Remembering the 2007 Great Alaska Shootout
Saying a Shootout is “slept on” seems odd, but the 2007 Great Alaska Shootout is slept on.
Mention the Shootout around any hoops fan born before 1990, then buckle up. You’re about to get broken off with memories about how old Preston Shumpert looked in college and what a thrill it was to see Cincinnati stun Duke in ’98.
What you won’t be presented with is an analytical breakdown of why the 2007 installment of the Shootout is grossly underappreciated — unless you’re talking to me.

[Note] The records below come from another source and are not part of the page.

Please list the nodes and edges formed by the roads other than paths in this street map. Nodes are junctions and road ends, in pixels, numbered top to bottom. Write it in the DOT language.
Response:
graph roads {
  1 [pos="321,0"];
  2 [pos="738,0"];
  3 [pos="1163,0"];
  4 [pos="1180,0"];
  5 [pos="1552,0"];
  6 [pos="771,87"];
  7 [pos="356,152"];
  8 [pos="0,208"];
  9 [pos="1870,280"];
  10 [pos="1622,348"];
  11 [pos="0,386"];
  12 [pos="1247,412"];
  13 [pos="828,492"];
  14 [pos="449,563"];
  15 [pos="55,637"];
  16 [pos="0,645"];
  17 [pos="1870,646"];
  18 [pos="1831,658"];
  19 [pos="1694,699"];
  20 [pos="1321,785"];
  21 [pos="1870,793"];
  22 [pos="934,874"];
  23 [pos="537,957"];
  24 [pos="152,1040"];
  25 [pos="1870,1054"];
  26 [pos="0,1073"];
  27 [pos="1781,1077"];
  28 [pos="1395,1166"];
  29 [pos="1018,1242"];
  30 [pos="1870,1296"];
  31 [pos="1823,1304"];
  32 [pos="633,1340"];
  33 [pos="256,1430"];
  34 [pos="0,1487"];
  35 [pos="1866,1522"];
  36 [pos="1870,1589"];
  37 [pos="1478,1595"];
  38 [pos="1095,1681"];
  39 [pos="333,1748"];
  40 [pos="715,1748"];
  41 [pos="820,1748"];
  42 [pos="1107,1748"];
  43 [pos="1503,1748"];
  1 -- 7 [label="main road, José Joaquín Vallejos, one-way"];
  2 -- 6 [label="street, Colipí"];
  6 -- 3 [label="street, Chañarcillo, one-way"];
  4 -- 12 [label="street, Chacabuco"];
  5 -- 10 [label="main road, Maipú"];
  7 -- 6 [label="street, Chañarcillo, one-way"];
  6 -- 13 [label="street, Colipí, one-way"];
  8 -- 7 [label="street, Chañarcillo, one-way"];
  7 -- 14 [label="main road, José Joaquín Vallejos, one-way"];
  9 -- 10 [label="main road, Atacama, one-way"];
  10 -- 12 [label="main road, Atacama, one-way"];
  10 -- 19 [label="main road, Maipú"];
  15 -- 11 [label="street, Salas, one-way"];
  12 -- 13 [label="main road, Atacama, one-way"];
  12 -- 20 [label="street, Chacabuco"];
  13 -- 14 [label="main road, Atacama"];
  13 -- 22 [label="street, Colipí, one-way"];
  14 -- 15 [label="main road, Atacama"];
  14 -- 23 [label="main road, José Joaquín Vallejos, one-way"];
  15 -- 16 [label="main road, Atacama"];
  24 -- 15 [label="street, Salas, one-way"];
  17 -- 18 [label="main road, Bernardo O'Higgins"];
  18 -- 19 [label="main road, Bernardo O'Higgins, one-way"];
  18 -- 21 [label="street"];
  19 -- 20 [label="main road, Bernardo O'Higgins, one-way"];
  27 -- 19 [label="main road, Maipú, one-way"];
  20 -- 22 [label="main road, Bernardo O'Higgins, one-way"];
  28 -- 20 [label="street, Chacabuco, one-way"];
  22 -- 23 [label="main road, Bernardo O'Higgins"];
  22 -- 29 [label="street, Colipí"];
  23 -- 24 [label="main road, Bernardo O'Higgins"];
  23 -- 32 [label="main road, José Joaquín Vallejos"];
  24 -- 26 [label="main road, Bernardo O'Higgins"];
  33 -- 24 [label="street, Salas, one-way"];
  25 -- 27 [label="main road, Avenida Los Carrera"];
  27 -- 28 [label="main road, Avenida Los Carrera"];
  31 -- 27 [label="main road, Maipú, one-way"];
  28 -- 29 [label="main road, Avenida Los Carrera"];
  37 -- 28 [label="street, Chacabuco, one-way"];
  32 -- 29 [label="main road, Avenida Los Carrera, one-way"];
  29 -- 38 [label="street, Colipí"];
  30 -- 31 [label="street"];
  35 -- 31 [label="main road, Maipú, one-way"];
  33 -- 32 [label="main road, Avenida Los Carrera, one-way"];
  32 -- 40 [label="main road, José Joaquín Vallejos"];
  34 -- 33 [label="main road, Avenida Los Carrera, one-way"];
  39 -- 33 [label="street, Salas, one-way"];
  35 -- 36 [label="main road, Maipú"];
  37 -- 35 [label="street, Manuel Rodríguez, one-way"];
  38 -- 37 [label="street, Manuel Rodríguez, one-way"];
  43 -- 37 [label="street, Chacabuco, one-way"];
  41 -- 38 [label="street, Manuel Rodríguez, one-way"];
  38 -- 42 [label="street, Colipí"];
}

In retrospect, the ‘07 Shootout was a tweener. We were in a transitional phase from bringing up juggernauts to bringing up lesser-known — but still exciting — schools. There were no Duke or North Carolina programs in the field. Instead, there was Gonzaga University, based out of Spokane, Washington and Butler University, based out of Indianapolis, Indiana.
The lack of marquee names has haunted the ’07 session for years now. There also wasn’t a single moment or game that defined the tournament. But the product as a whole delivered.
I’m not suggesting we forget the year Iowa State forward Marcus Fizer lit this city on fire. I just think the Fizer diehards need to get over it and let us talk about the ’07 Shootout before the memories fade away, like Fizer’s game.
Enough Fizer bashing (no such thing). It’s time to run through the reasons this particular Shootout deserves more love.
For starters: Deron Washington, the Virginia Tech wing who carved out a solid collegiate career by doing spectacular things. He was there, leaping around and trying crazy stuff that made all the high school coaches in the building cringe.
How about that Michigan team? Manny Harris as a freshman; DeShawn Sims as a decent power forward; Ekpe Udoh in what appeared to be his first time ever playing the sport.
Can’t leave out Courtney Lee. The Western Kentucky shooting guard filled it up all weekend and finished with the most points in the tournament. We also got a good look at the now legendary Ty Rogers. He’s the guy who hit a long three to upset Drake in that year’s NCAAs, but you already knew that.
Don’t forget Bobby Knight was in town. I actually locked eyes with him once while he was walking onto the floor. It was like staring into the eyes of one of those animatronic characters at Disneyland, whatever that means.
Gonzaga. All 120 pounds of Austin Daye; superstar Matt Bouldin; slam-dunk artist Micah Downs; the ferocious Jeremy Pargo; enforcer David Pendergraft. Everything about the Zags was interesting that year
Lastly, 2007 was the start of the Brad Stevens era at Butler. We witnessed the prodigy coach his first tournament as the Bulldogs’ head coach. Everybody in the arena knew Stevens would go on to lead Butler to multiple championship games after watching him game plan his way through the ’07 Shootout.
The Butler section doesn’t end there — not when we’re talking about a team with A.J. Graves. My friends and I went to the Butler games with a sign that read, “A.J. Graves Is The White Jordan.” It was funny because it was true.
On a pound-for-pound scale, I think the ’07 Shootout can hang with those earlier installments we marvel about every November.
It’s unrealistic to hold those stacked lineups from years back as the standard in 2012. The game has changed. We saw the shift happening in 2007, yet the stories were there and the basketball was fun.
The shift has become more drastic in the last couple years. But again: The stories are still there and the basketball is still fun.